◆ **REQUIRED ACTION**: The answer should consist of every line in the material below that has the word "points".
(RECORDS SUPPLIED begins)
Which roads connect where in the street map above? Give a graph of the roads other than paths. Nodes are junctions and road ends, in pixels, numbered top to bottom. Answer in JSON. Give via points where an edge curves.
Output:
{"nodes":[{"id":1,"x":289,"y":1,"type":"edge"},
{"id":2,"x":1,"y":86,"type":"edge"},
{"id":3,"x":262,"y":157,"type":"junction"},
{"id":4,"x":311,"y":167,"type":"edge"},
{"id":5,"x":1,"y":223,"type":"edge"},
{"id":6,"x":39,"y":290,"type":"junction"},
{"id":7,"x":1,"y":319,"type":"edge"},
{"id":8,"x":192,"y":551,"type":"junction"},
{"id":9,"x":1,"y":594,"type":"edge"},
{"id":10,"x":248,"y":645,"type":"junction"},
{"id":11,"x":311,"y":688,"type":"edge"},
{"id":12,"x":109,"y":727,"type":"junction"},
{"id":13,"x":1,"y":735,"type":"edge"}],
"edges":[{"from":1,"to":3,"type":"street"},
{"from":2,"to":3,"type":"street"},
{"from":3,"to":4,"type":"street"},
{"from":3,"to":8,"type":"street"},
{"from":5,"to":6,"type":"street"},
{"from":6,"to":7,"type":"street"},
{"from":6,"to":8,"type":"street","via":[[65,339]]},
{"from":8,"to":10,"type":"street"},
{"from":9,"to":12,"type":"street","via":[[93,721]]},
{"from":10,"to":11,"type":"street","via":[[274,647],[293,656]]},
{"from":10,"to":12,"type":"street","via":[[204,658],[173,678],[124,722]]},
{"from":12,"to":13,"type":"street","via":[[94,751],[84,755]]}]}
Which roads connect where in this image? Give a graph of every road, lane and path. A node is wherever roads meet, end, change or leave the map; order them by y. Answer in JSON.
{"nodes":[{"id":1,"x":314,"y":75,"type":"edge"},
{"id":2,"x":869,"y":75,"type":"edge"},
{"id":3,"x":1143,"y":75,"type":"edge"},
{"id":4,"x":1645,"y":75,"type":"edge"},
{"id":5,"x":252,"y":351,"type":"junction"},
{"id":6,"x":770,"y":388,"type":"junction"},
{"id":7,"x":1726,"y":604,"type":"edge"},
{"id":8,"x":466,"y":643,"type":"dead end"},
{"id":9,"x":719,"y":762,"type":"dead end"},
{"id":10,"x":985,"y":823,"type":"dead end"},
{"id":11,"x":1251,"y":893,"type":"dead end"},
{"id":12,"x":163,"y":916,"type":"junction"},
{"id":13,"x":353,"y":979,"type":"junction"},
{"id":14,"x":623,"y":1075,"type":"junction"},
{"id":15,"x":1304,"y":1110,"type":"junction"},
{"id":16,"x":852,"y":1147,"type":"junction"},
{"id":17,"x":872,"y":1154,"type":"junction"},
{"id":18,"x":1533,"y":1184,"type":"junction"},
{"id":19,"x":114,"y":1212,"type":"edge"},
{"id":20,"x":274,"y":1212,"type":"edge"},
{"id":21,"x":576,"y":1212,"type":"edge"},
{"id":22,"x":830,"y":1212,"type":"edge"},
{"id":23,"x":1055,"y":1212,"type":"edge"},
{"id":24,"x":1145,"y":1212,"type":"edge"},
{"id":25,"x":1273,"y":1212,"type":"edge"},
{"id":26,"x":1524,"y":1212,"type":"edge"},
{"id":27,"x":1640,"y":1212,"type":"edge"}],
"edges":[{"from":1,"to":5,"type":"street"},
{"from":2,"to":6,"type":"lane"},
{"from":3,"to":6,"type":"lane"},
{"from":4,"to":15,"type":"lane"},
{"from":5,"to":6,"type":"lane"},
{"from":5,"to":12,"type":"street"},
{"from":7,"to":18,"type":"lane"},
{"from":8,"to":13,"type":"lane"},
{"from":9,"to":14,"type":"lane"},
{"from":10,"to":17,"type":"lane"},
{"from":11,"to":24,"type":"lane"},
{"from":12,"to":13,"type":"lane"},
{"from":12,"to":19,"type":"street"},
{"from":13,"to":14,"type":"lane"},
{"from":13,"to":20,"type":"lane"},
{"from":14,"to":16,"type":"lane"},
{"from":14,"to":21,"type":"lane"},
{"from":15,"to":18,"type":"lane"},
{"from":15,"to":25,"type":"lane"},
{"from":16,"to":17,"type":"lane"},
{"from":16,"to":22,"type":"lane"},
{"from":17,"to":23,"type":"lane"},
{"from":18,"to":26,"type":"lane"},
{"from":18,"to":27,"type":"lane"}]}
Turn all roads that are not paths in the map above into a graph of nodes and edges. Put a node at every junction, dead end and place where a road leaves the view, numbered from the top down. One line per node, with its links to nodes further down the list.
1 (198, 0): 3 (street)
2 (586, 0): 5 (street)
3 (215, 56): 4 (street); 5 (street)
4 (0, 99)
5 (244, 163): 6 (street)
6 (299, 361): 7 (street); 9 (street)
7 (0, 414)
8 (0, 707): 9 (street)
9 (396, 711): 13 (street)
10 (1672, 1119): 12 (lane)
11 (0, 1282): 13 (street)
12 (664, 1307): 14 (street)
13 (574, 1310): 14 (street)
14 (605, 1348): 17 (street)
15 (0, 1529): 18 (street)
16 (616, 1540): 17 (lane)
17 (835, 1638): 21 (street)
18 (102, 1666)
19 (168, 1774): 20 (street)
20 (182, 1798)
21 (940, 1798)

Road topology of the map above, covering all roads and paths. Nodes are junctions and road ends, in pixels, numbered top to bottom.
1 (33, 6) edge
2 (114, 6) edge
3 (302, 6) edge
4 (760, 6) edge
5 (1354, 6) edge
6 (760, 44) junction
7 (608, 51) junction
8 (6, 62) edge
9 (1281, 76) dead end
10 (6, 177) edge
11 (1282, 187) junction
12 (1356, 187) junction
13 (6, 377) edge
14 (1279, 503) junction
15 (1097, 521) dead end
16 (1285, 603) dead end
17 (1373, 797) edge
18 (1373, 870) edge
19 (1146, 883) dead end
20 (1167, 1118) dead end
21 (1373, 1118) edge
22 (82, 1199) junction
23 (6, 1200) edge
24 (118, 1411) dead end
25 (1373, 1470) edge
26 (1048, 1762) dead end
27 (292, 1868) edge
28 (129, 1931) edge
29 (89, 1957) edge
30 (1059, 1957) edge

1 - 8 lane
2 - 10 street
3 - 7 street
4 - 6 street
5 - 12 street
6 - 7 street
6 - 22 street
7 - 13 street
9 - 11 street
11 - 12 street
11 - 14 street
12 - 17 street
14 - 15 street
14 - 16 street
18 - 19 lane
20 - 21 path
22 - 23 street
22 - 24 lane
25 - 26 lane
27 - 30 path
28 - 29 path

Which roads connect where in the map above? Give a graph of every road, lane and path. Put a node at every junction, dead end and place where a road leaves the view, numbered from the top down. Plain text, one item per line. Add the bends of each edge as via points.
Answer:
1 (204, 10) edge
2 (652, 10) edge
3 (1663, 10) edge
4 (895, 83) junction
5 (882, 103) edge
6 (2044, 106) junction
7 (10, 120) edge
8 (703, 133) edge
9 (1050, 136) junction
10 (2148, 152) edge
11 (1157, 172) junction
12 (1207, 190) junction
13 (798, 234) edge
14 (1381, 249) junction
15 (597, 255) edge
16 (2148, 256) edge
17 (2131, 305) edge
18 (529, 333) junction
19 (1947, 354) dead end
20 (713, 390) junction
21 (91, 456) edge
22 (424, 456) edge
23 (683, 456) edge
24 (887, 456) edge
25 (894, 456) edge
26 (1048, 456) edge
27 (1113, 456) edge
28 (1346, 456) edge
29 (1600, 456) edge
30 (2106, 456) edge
(RECORDS SUPPLIED ends)
◆ **OUTPUT OF THE EXERCISE**:
Which roads connect where in the street map above? Give a graph of the roads other than paths. Nodes are junctions and road ends, in pixels, numbered top to bottom. Answer in JSON. Give via points where an edge curves.
Which roads connect where in the map above? Give a graph of every road, lane and path. Put a node at every junction, dead end and place where a road leaves the view, numbered from the top down. Plain text, one item per line. Add the bends of each edge as via points.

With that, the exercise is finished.